Romain: Sure. Thank you very much for having me.
Michael: Awesome. So, to kick things off, I’d love to hear just a little bit more about your story and how you’ve been working over the past 30 years to become one of the leaders at Believe.
Romain: Well, I don't think I could have done anything else but music to start with. It's a passion, and I discovered 30 years ago that I could turn that passion into a business, into a job. I discovered that music was not only about being able to play guitars, sing, or write songs, but also that it’s an industry.
And for artists to become who they are, where they are, to reach their audiences, and to build a career, they actually need people like us.

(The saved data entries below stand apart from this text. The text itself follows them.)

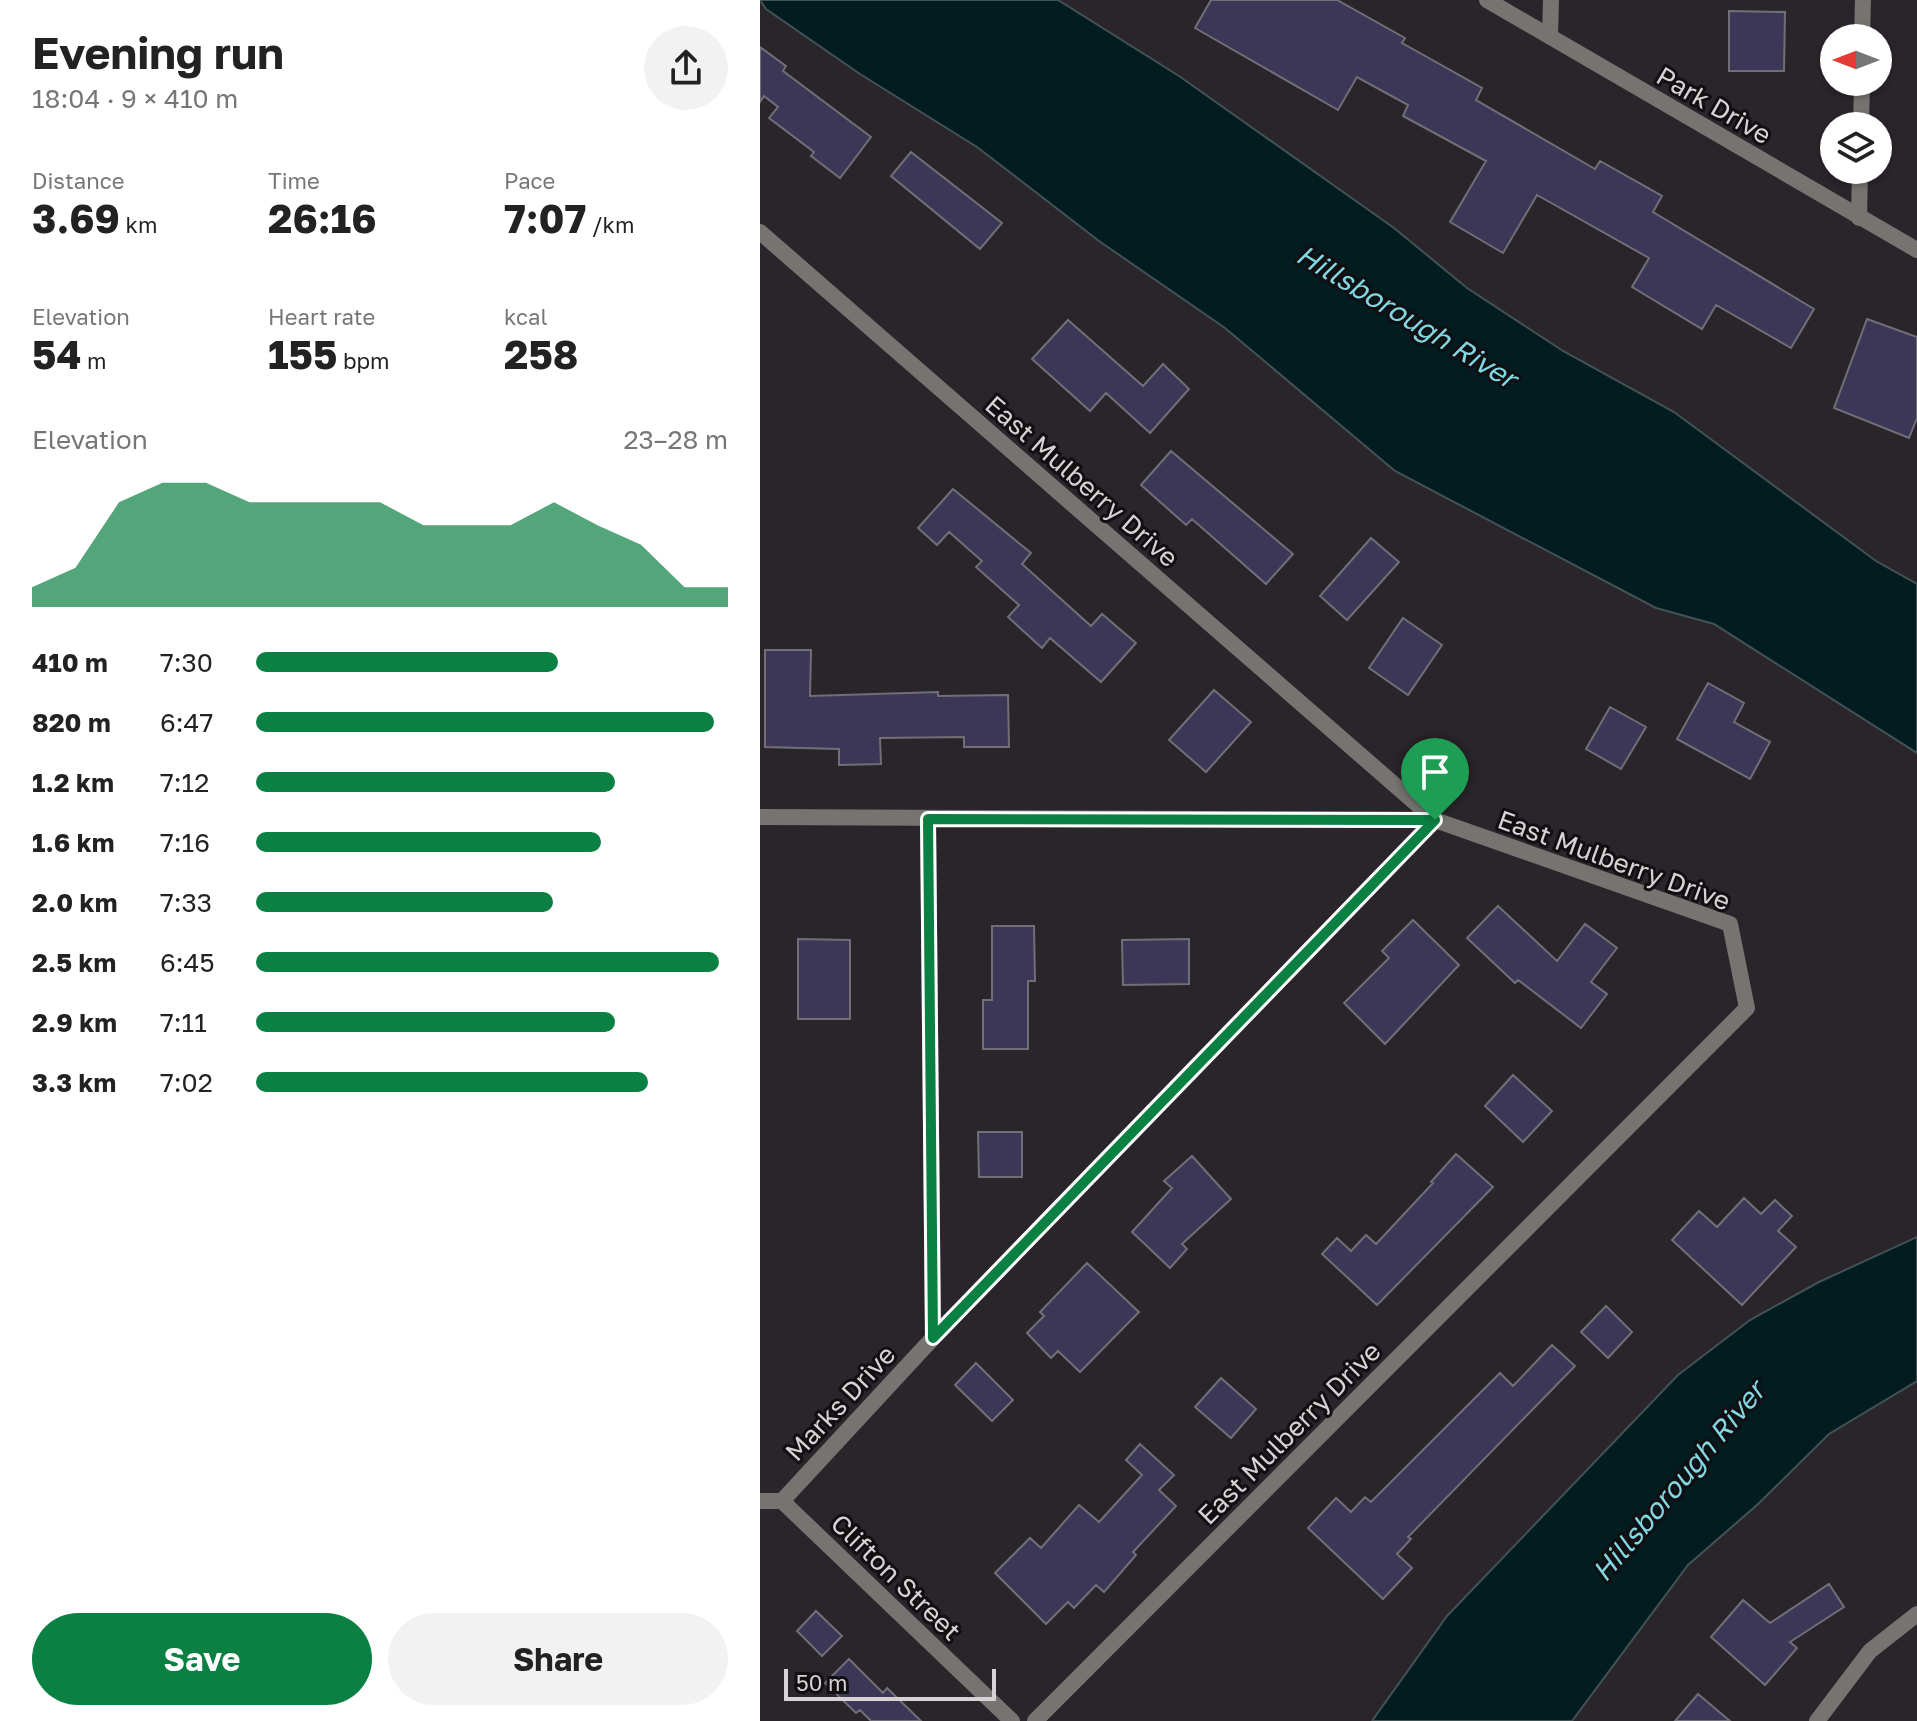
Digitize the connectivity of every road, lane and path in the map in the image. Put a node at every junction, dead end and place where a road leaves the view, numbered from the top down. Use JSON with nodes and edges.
{"nodes":[{"id":1,"x":1487,"y":0,"type":"edge"},
{"id":2,"x":1551,"y":0,"type":"edge"},
{"id":3,"x":1863,"y":0,"type":"edge"},
{"id":4,"x":1862,"y":24,"type":"edge"},
{"id":5,"x":1550,"y":36,"type":"junction"},
{"id":6,"x":1860,"y":184,"type":"edge"},
{"id":7,"x":1859,"y":218,"type":"junction"},
{"id":8,"x":760,"y":232,"type":"edge"},
{"id":9,"x":1917,"y":250,"type":"edge"},
{"id":10,"x":760,"y":817,"type":"edge"},
{"id":11,"x":928,"y":819,"type":"junction"},
{"id":12,"x":1435,"y":820,"type":"junction"},
{"id":13,"x":933,"y":1338,"type":"junction"},
{"id":14,"x":760,"y":1501,"type":"edge"},
{"id":15,"x":782,"y":1501,"type":"junction"},
{"id":16,"x":1917,"y":1614,"type":"edge"},
{"id":17,"x":1012,"y":1721,"type":"edge"},
{"id":18,"x":1035,"y":1721,"type":"edge"},
{"id":19,"x":1817,"y":1721,"type":"edge"}],
"edges":[{"from":1,"to":5,"type":"street","name":"Park Drive"},
{"from":2,"to":5,"type":"street"},
{"from":3,"to":4,"type":"street"},
{"from":5,"to":7,"type":"street","name":"Park Drive"},
{"from":6,"to":7,"type":"street"},
{"from":7,"to":9,"type":"street","name":"Park Drive"},
{"from":8,"to":12,"type":"street","name":"East Mulberry Drive"},
{"from":10,"to":11,"type":"street"},
{"from":11,"to":12,"type":"street"},
{"from":11,"to":13,"type":"street"},
{"from":12,"to":13,"type":"street","name":"Marks Drive"},
{"from":12,"to":18,"type":"street","name":"East Mulberry Drive"},
{"from":13,"to":15,"type":"street","name":"Marks Drive"},
{"from":14,"to":15,"type":"street"},
{"from":15,"to":17,"type":"street","name":"Clifton Street"},
{"from":16,"to":19,"type":"street"}]}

It's been quite a journey in almost 30 years because the market has been completely renewed and disrupted. The way to discover artists, produce music, and bring music to the fans has completely changed. Probably it’s one of the industries that has been the most disrupted in the past 20 years. But one thing has never changed—for me personally, and in general—it has always been about making the best music you can, exposing that music, and bringing it to the world and to audiences.
So, what we're trying to do at Believe is pretty simple in vision and meaning, but really complicated in reality when it comes to how we operate it. Basically, the mission is very simple: to bring the right level of services to any given artist or label around the world. To help them navigate the digital world, understand where the market’s going, understand how they should reach their audiences, how they should leverage data, how they should spend their money, etc. Again, we want them to make the best music they can.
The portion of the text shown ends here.